Un semplice controllo, effettuato dal reparto Prevenzione crimini della Polizia di Stato in un appartamento del Mandrione, ha consentito di scoprire una vera e propria serra, adibita in un box auto e accessoriata di impianti di illuminazione ad hoc e appositi sistemi di irrigazione. Fin qui nulla di strano se non fosse per l’esclusività delle coltivazioni, consistenti in una grossa quantità di piante di marijuana. Un’indagine partita quasi per caso, si è così conclusa con l’individuazione di un’ingente produzione di stupefacenti, i quali erano poi piazzati sul mercato dello spaccio dal proprietario della singolare rimessa, un pregiudicato di 30 anni nativo di Palermo.

Fuga nella notte

La vicenda è iniziata più o meno attorno alla mezzanotte del 20 febbraio, quando una pattuglia di poliziotti ha notato un uomo aggirarsi con fare circospetto in Via Marsala, nei pressi della Stazione Termini. Non appena intimato l’alt, il sospetto ha tentato di dileguarsi con il suo scooter, salvo poi abbandonarlo nei pressi del viadotto ferroviario e allontanarsi a piedi. Dalla targa del motorino, i Carabinieri sono riusciti a risalire al proprietario, individuano in breve anche un indirizzo, rivelatosi però sbagliato. A quel punto, le indagini si sono orientate sul web, nello specifico sul social network Facebook, grazie al quale è stato possibile rintracciare il sospetto, il suo luogo di lavoro e la fotografia della sua reale residenza, in zona Mandrione, dove il ricercato è stato intercettato alle prime luci, intento a rincasare.

La serra e il botanico

Nonostante si sia immediatamente dichiarato estraneo a qualunque vicenda, i cani dell’antidroga hanno puntato immediatamente il suo garage, all’interno del quale è stato rinvenuto, nascosto dietro alcune lastre e pannelli, l’illegale vivaio e le sue sofisticate attrezzature da giardinaggio, con tanto di lampade alogene.

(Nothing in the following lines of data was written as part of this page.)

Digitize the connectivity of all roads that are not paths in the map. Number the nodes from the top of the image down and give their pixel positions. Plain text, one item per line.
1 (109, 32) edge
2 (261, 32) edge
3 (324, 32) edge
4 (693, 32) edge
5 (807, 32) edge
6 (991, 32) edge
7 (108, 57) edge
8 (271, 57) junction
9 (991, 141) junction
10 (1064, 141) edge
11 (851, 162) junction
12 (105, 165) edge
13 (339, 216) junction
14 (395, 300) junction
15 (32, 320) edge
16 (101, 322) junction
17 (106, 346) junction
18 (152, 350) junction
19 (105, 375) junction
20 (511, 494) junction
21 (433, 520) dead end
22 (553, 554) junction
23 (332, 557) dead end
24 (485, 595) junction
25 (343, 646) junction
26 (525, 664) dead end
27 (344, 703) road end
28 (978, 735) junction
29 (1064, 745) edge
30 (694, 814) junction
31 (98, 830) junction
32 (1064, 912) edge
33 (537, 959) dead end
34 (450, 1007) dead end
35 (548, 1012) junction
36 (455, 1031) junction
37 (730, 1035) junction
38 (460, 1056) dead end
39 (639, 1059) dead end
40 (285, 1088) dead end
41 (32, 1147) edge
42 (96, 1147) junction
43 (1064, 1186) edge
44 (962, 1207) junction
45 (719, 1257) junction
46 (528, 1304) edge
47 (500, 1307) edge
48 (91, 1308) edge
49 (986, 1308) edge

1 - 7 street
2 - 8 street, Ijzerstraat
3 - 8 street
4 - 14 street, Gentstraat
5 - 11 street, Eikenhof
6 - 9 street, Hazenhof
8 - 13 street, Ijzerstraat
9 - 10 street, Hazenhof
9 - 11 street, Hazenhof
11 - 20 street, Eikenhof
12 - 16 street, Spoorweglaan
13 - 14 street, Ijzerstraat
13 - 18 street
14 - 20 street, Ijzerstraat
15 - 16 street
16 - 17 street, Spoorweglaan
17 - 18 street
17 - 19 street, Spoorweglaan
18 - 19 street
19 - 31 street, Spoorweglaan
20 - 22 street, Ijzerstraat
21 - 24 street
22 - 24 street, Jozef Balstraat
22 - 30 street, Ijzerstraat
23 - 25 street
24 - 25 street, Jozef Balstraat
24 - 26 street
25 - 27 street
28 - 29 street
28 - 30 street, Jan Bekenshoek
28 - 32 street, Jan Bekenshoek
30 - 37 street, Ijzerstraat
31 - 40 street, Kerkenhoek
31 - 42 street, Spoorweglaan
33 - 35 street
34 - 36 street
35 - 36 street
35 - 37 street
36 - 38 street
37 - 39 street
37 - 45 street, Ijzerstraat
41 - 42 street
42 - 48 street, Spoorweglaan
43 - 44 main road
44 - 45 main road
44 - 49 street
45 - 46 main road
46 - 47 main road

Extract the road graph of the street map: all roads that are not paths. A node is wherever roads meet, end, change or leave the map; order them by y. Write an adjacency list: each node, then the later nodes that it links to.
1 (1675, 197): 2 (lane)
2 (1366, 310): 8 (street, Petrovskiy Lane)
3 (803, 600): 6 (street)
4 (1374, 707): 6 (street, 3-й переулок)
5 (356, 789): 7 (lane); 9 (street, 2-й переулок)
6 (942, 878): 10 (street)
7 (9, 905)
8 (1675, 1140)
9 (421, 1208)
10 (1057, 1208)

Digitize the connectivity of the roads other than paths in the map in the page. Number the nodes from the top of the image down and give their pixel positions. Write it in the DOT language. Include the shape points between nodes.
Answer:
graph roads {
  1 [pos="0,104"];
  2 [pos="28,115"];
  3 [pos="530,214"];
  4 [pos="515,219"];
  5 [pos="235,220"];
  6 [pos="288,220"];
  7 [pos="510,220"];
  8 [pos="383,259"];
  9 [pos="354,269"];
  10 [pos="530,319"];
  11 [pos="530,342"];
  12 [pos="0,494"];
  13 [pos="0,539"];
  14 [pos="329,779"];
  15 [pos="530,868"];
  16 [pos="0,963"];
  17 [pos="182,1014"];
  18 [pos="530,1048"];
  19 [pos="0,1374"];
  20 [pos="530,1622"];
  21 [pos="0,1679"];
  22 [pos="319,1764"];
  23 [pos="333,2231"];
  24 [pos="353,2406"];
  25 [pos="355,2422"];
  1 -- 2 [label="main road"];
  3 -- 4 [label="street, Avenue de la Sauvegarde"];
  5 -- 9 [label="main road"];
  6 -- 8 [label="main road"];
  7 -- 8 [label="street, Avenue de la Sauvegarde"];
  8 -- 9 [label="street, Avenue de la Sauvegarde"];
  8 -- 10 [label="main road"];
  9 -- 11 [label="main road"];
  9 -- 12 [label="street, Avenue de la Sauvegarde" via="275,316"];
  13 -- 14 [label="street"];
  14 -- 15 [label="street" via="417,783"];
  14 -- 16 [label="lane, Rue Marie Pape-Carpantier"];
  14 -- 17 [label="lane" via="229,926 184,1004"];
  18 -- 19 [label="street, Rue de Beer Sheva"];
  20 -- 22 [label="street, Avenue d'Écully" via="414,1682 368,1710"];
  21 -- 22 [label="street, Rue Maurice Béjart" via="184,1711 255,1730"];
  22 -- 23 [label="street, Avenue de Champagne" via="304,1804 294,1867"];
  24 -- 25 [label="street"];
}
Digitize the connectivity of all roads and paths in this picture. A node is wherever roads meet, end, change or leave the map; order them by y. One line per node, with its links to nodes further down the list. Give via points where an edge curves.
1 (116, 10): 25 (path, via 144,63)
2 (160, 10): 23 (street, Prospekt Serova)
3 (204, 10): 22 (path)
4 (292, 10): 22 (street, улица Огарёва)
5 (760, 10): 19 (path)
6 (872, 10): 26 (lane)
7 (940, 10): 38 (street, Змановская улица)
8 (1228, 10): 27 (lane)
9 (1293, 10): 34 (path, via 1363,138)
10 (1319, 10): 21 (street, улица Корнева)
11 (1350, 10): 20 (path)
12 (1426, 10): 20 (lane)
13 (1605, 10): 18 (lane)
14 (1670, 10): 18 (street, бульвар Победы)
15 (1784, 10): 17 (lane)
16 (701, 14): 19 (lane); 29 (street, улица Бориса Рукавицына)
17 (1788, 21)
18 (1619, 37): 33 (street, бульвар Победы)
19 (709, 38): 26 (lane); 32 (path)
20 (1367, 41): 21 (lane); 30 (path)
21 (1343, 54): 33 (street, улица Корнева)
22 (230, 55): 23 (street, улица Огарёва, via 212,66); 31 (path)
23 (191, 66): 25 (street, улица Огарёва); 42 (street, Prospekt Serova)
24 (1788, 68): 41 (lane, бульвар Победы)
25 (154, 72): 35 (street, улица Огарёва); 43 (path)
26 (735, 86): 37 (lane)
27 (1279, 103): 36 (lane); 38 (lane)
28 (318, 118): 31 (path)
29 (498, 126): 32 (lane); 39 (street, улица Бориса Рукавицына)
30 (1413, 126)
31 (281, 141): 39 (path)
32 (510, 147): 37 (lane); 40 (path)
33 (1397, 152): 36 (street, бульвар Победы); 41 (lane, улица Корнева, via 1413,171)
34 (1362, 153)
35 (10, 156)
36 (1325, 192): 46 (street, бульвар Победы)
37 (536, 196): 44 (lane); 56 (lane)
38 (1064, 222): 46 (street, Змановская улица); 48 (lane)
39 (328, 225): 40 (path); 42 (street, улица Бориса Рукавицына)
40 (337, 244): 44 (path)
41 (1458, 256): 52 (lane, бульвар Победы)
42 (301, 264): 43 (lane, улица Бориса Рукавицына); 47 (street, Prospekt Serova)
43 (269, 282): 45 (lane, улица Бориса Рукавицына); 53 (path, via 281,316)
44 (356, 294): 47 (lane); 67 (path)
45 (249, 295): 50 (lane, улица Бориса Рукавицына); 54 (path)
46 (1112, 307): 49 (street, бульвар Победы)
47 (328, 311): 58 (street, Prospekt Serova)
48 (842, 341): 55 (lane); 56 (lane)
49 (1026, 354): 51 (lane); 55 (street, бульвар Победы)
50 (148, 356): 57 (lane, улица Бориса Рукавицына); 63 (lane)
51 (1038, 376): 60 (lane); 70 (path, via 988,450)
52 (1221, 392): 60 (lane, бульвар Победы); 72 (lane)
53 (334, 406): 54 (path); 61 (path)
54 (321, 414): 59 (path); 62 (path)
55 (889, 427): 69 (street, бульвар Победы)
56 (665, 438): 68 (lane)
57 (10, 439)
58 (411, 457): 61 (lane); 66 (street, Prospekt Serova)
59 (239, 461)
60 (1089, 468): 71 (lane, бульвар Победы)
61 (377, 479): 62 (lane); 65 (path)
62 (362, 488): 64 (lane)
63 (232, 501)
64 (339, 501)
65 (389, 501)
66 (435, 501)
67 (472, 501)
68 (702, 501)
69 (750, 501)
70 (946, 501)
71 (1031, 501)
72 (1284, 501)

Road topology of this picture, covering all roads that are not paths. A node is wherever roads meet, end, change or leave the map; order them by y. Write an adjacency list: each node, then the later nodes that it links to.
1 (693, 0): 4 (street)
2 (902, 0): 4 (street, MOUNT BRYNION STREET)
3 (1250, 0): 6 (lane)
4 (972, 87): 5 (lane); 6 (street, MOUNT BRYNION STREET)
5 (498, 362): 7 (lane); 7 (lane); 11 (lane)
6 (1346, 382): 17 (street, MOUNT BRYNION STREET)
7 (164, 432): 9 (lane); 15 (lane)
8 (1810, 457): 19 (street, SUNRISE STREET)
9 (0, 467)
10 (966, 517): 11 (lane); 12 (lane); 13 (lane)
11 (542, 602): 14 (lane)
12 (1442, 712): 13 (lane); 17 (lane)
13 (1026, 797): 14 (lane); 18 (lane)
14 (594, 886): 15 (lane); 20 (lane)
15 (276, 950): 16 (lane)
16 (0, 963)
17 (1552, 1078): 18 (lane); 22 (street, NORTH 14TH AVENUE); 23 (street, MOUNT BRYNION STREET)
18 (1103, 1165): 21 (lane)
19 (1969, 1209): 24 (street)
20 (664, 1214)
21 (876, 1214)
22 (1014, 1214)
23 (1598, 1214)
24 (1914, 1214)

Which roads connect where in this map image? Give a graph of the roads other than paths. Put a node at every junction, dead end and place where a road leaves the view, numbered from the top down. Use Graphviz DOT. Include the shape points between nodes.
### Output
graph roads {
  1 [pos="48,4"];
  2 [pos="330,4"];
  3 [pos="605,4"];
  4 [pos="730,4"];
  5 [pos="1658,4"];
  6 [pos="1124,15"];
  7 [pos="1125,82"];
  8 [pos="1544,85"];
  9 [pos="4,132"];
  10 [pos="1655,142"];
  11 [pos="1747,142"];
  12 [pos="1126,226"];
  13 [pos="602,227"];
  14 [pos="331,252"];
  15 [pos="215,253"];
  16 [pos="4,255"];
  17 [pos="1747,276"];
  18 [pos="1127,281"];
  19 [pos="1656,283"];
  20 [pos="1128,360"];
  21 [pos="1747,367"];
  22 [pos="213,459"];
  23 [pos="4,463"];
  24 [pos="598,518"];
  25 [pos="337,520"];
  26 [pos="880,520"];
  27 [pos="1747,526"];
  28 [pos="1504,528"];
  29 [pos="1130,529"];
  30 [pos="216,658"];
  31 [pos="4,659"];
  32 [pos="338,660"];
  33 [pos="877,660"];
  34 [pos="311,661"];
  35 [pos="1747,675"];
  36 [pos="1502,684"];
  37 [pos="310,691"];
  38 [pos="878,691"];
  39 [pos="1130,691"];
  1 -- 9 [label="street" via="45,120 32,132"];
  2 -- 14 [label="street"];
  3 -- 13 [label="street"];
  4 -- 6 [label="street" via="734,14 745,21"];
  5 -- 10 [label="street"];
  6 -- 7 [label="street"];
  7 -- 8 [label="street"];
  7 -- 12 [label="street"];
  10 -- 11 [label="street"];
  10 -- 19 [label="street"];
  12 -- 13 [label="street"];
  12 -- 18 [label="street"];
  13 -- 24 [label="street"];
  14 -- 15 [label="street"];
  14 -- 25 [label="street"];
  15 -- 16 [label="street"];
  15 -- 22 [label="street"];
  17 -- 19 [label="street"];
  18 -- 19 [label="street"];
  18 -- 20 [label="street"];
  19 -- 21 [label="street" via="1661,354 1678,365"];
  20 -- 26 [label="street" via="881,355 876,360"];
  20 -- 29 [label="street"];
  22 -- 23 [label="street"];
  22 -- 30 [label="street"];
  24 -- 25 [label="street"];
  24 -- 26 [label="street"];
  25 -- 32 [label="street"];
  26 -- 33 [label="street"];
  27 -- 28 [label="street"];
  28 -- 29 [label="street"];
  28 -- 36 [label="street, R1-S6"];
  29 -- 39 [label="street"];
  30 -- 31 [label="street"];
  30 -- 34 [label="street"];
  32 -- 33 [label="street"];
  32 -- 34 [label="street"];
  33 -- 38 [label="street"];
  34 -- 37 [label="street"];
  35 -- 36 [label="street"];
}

Il trentenne, a questo punto, è stato tratto in arresto dai poliziotti con l’accusa di detenzione di stupefacenti e resistenza a pubblico ufficiale (a causa del suo tentativo di fuga). Nel frattempo, le attenzioni dei perquisitori si sono incentrate su un altro individuo residente nello stabile, identificato come il suo complice: si tratta di un esperto botanico, trovato in possesso di una piccola quantità di droga e di numerosi strumenti per la coltivazione. Per il “consulente” dell’arrestato, è scattata una denuncia a piede libero. Gli agenti hanno poi continuato la perquisizione dell’abitazione, sequestrando concimi e altri semi pronti all’uso.